Start of Dataset excerpts

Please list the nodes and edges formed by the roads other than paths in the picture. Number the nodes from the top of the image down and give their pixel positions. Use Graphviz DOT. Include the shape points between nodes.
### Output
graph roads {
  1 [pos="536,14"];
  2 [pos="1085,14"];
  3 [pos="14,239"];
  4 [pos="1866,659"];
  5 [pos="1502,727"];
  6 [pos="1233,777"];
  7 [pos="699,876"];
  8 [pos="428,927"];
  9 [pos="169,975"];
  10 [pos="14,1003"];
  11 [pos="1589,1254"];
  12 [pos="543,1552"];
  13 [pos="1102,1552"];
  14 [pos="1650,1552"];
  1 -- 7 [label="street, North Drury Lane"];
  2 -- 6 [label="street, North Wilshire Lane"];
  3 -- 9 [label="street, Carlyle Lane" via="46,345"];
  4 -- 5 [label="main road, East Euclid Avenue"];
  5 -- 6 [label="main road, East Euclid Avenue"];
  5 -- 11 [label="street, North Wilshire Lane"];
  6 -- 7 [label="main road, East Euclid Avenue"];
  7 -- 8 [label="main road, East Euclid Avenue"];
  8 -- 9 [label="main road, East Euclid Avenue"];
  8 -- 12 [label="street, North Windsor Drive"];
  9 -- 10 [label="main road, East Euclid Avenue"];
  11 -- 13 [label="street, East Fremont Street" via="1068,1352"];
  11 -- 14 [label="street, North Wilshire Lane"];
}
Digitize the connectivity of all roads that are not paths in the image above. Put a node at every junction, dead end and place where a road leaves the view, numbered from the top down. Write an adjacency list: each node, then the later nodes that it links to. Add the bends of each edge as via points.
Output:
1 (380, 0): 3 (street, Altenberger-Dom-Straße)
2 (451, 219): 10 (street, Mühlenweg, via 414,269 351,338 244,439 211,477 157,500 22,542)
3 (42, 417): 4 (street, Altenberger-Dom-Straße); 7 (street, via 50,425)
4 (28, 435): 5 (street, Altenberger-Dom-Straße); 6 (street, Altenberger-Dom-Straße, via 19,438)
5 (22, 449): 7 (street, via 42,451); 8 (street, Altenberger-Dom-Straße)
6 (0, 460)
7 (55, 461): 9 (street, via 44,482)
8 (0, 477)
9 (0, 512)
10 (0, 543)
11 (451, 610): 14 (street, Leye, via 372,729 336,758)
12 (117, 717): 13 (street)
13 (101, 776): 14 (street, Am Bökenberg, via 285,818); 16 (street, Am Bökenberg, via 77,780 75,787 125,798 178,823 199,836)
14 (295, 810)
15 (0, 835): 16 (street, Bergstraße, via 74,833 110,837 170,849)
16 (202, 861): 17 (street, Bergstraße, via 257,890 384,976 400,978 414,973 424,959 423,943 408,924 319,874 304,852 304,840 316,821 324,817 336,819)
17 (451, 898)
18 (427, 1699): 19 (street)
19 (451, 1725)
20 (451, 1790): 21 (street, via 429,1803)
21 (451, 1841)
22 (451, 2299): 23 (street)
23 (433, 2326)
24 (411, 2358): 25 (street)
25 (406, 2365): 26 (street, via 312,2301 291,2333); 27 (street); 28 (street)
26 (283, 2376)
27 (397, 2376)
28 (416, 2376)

End of Dataset excerpts

_What is needed_: The full data, transcribed without change, is the expected answer.

_Expected answer_:
Please list the nodes and edges formed by the roads other than paths in the picture. Number the nodes from the top of the image down and give their pixel positions. Use Graphviz DOT. Include the shape points between nodes.
### Output
graph roads {
  1 [pos="536,14"];
  2 [pos="1085,14"];
  3 [pos="14,239"];
  4 [pos="1866,659"];
  5 [pos="1502,727"];
  6 [pos="1233,777"];
  7 [pos="699,876"];
  8 [pos="428,927"];
  9 [pos="169,975"];
  10 [pos="14,1003"];
  11 [pos="1589,1254"];
  12 [pos="543,1552"];
  13 [pos="1102,1552"];
  14 [pos="1650,1552"];
  1 -- 7 [label="street, North Drury Lane"];
  2 -- 6 [label="street, North Wilshire Lane"];
  3 -- 9 [label="street, Carlyle Lane" via="46,345"];
  4 -- 5 [label="main road, East Euclid Avenue"];
  5 -- 6 [label="main road, East Euclid Avenue"];
  5 -- 11 [label="street, North Wilshire Lane"];
  6 -- 7 [label="main road, East Euclid Avenue"];
  7 -- 8 [label="main road, East Euclid Avenue"];
  8 -- 9 [label="main road, East Euclid Avenue"];
  8 -- 12 [label="street, North Windsor Drive"];
  9 -- 10 [label="main road, East Euclid Avenue"];
  11 -- 13 [label="street, East Fremont Street" via="1068,1352"];
  11 -- 14 [label="street, North Wilshire Lane"];
}
Digitize the connectivity of all roads that are not paths in the image above. Put a node at every junction, dead end and place where a road leaves the view, numbered from the top down. Write an adjacency list: each node, then the later nodes that it links to. Add the bends of each edge as via points.
Output:
1 (380, 0): 3 (street, Altenberger-Dom-Straße)
2 (451, 219): 10 (street, Mühlenweg, via 414,269 351,338 244,439 211,477 157,500 22,542)
3 (42, 417): 4 (street, Altenberger-Dom-Straße); 7 (street, via 50,425)
4 (28, 435): 5 (street, Altenberger-Dom-Straße); 6 (street, Altenberger-Dom-Straße, via 19,438)
5 (22, 449): 7 (street, via 42,451); 8 (street, Altenberger-Dom-Straße)
6 (0, 460)
7 (55, 461): 9 (street, via 44,482)
8 (0, 477)
9 (0, 512)
10 (0, 543)
11 (451, 610): 14 (street, Leye, via 372,729 336,758)
12 (117, 717): 13 (street)
13 (101, 776): 14 (street, Am Bökenberg, via 285,818); 16 (street, Am Bökenberg, via 77,780 75,787 125,798 178,823 199,836)
14 (295, 810)
15 (0, 835): 16 (street, Bergstraße, via 74,833 110,837 170,849)
16 (202, 861): 17 (street, Bergstraße, via 257,890 384,976 400,978 414,973 424,959 423,943 408,924 319,874 304,852 304,840 316,821 324,817 336,819)
17 (451, 898)
18 (427, 1699): 19 (street)
19 (451, 1725)
20 (451, 1790): 21 (street, via 429,1803)
21 (451, 1841)
22 (451, 2299): 23 (street)
23 (433, 2326)
24 (411, 2358): 25 (street)
25 (406, 2365): 26 (street, via 312,2301 291,2333); 27 (street); 28 (street)
26 (283, 2376)
27 (397, 2376)
28 (416, 2376)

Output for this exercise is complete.